The Now

The Now

By Lucas Tarigal

The Now: it is so simple, yet so elusive to almost all of us most of the time.  I named my blog “Trading in the Now” for a reason, because the Now moment is the gateway into success in any endeavor in life.  What does it mean to be good at waiting?  What does it mean to be in the Now?  When I first started trading, I knew that if I could just be completely present in this moment, I would succeed in trading.  It took me years and years to pass the point of conceptuality, and get to the point where I recognized this truth in actuality.  This article is going to detail why the ability to wait is so important to a trader, and some ways that you can start putting this into your life.

Trading has one of the highest “kill” rates of any career.  The number of people who were smart, dedicated, disciplined, and ambitious who have still failed at trading is tremendous.  Trading is not rocket science, yet so many people fail at it while at the same time succeeding in things that could be higher pressure or more complex.  One reason for this phenomenon is the difference between doing and being.  This is a concept that I will come back to many, many times.  In America especially, we are trained that we need to go out and do!  We need to work, we need to have projects going on, we need to have something that we push ourselves in, or something that we worry about.  When we go to work, we are expected to be busy for the whole day, or at least look busy.  If we look stressed out, even better!  It just means we are working hard: time for a promotion!  This training to be a “doer” causes us to fail miserably in the market (among other things).

The usual path of a trader goes something like this:

•Start off with high hopes, high interest, and high energy
•Have some success/have some losses
•Intensify study/time spent on the market/dedication (doing)
•Results become worse and worse, pain escalates, frustration/sadness/fear arises
•Spiral down into an emotional vortex of pain and anger
•Quit/Begin to have Aha moments
•Become a Consistently Successful Trader.

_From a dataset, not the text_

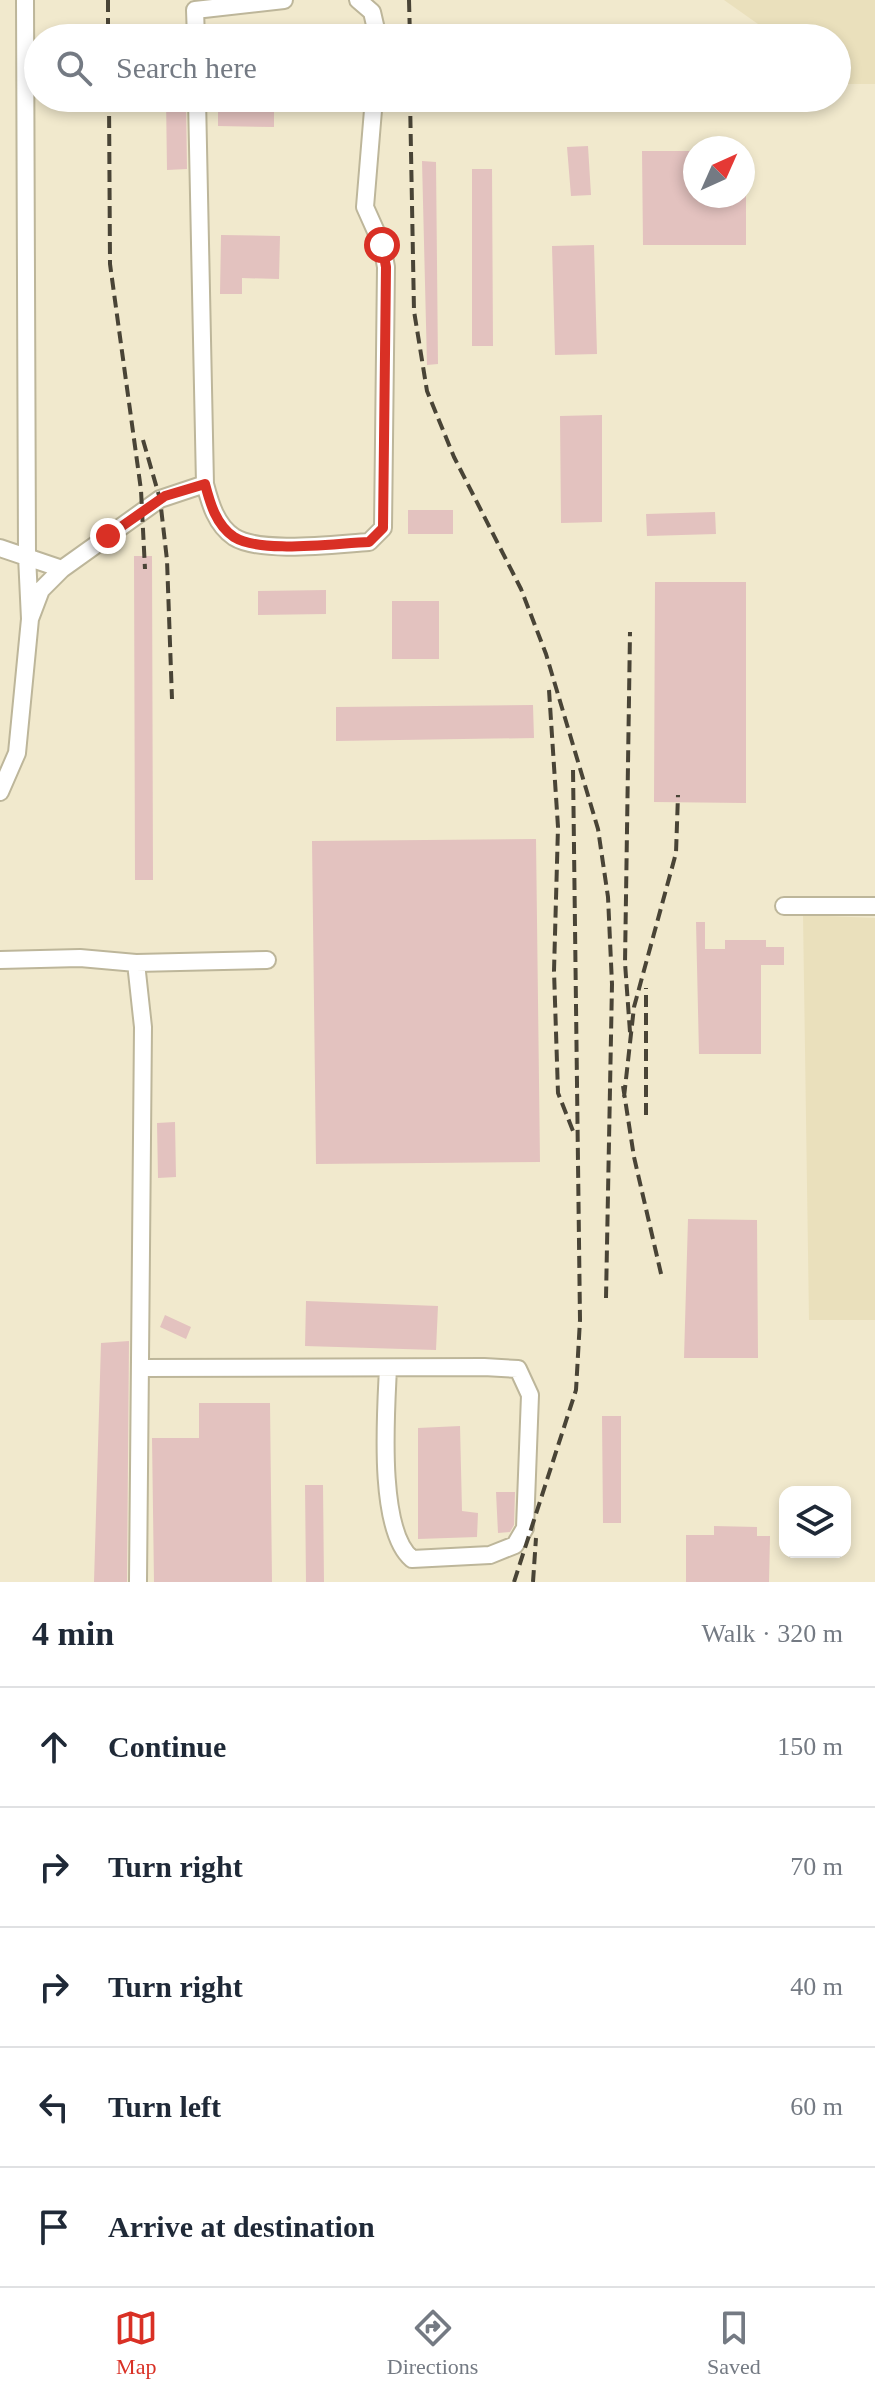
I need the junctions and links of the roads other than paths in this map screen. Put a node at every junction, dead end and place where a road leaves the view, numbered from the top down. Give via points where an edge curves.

The sequence that traders go through is not cut and dry, and the above is just a rough estimation, but it shares some common experiences among everyone.  If you look deeper into this sequence, you will also recognize other endeavors, or even whole lifetimes: people start off with high hopes and become more and more miserable as they get older.  The reason this occurs is because of the focus on doing so exclusively that we think that if only we can do MORE, we can become fulfilled/happy/a winner.  This leads to trading around the clock, trading from pocket PCs, or watching one-minute charts all day for no reason at all.  This feeling arises that says “if only we could be a little bit faster, if we had just a little bit better or more information, or if something had happened just a bit differently, we could be successful.” This feeling is no doubt behind the motivation to use inside information illegally: you finally have a sure winner.

I know this feeling well because I lived with it for years (a significant percentage of such a short life as mine!).  I went through a constant cycle that would repeat over and over again.  I would start off doing well; I would make some good trades, make some money, and think Aha! I found it!  I would intensify my energy and dedication, throwing myself into trading.  Slowly things would start to turn around, some losses would come, and I would start to feel frantic.  I would try and try and try, worry over my positions, and do everything in my power to WIN!  But every time, I would lose more then I made in the first place, and would end up doing something extreme in a last ditch effort to save some equity (up the leverage baby!).  This last ditch effort of course would fail, which would cause a huge emotional uprising, followed by a collapse, and then clarity.  At this point, I would start the whole cycle again, sometimes with a new methodology, or tweaking with an older one.

This cycle occurs in different forms among traders and regular people alike.  Mine was particularly intense and would repeat itself every two weeks or so.  In some ways I was lucky because it would only cost me a couple hundred dollars, not whole accounts.  This cycle is very painful, but the silver lining is that eventually it trains you how to be a winner.  The pain that is causes becomes so intense that eventually you either quit, or you have to change; those become the only two choices.  In other words, you fight until there is simply no fight left in you, and you succumb to the wisdom that you have known all along.  I know in my own journey, there was always this little part of me that said: “yeah, I know you cannot beat the market…but I am special…maybe if I just try this…”  I literally had to run out of things to try before it finally stuck in my head that I had to be disciplined and consistent if I wanted results that mirrored this: there were no shortcuts.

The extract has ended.